The Federal Reserve Board has put the kibosh on Virginia Commerce Bancorp's plan to start paying back the Treasury Department this summer.

The $3 billion asset company in Arlington (VCBI) announced the postponement alongside its second-quarter results. The company reported earnings of $6.4 million for the quarter, a 14% drop from a year earlier as its loan-loss provision and noninterest expenses increased.

The company received a $71 million investment from the Treasury's Troubled Asset Relief Program in late 2008. It said in a press release on Thursday that it wanted to start the process to incrementally repay the investment at the end of June.

We "have initiated discussions with appropriate Fed officials, on their guidance, we have delayed our application until at least the end of the third quarter," said Peter A. Converse, president and chief executive in a press release.
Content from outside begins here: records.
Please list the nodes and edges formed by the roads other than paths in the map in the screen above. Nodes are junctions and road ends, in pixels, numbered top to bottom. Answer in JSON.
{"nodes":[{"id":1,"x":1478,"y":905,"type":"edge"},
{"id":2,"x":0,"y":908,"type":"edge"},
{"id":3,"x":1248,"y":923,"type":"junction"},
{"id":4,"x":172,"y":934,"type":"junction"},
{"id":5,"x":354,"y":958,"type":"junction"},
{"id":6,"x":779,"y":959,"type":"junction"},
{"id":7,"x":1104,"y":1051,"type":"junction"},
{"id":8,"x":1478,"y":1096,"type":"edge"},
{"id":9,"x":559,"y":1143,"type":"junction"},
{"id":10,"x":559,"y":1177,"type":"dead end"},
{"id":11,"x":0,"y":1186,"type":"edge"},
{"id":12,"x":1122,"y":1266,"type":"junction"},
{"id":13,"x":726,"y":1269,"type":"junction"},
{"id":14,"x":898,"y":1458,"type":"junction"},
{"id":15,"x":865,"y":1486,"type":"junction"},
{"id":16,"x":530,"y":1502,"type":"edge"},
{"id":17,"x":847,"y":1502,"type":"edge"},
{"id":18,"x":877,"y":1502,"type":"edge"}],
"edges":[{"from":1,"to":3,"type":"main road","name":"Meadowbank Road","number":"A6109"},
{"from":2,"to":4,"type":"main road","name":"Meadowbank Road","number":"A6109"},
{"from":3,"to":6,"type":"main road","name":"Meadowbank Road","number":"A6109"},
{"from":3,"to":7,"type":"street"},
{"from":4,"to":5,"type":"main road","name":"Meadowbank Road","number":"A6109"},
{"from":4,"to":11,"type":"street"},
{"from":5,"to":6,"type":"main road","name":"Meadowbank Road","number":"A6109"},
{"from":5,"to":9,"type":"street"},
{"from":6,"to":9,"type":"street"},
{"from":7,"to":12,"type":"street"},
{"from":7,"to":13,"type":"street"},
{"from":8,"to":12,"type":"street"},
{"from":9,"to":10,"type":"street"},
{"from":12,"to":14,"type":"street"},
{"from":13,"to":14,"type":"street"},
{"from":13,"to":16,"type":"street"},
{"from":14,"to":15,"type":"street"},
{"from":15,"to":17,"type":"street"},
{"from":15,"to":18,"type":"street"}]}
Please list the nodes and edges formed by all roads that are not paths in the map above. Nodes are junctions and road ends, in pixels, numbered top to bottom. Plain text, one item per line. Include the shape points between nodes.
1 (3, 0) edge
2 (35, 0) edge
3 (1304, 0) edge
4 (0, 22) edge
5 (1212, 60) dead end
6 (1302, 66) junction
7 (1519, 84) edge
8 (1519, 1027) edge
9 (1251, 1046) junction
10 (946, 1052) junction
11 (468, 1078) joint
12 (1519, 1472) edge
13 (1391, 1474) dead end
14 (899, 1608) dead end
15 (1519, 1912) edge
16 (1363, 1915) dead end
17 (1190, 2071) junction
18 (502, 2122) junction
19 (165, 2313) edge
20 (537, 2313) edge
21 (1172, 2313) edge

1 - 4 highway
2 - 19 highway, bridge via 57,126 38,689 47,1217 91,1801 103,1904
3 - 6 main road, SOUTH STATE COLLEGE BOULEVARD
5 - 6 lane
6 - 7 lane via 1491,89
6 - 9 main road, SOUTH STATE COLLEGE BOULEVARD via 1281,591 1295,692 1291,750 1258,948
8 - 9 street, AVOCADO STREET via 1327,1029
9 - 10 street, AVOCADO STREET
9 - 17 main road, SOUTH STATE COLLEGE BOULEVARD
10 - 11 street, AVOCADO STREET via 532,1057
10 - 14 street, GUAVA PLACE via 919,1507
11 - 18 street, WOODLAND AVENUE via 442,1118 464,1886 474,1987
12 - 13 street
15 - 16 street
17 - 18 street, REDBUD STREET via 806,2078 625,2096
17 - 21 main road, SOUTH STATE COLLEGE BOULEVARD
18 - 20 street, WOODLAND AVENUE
The company added that it has not received any notification from the Treasury about plans to sell its shares in a pooled auction. Such sales are for those companies the Treasury does not believe will be able to redeem their shares in the next year and a half.

Virginia Commerce is not particularly stressed. Its tangible common equity ratio was 7.79% at the end of the second quarter; analysts typically say that a ratio above 7% is healthy. Meanwhile, its nonperforming assets were $60 million, or 2% of assets. Nonperforming assets were down 17% from the first quarter, but up 27% from the end of 2011.

The company's health makes the delay curious, says one analyst.

"Although capital levels and asset quality appears satisfactory, we are concerned about the Federal Reserve's fresh guidance to delay the company's TARP repayment application — perhaps the regulators see something that we do not," said David C. Peppard, an analyst with Janney Montgomery Scott, in a research note.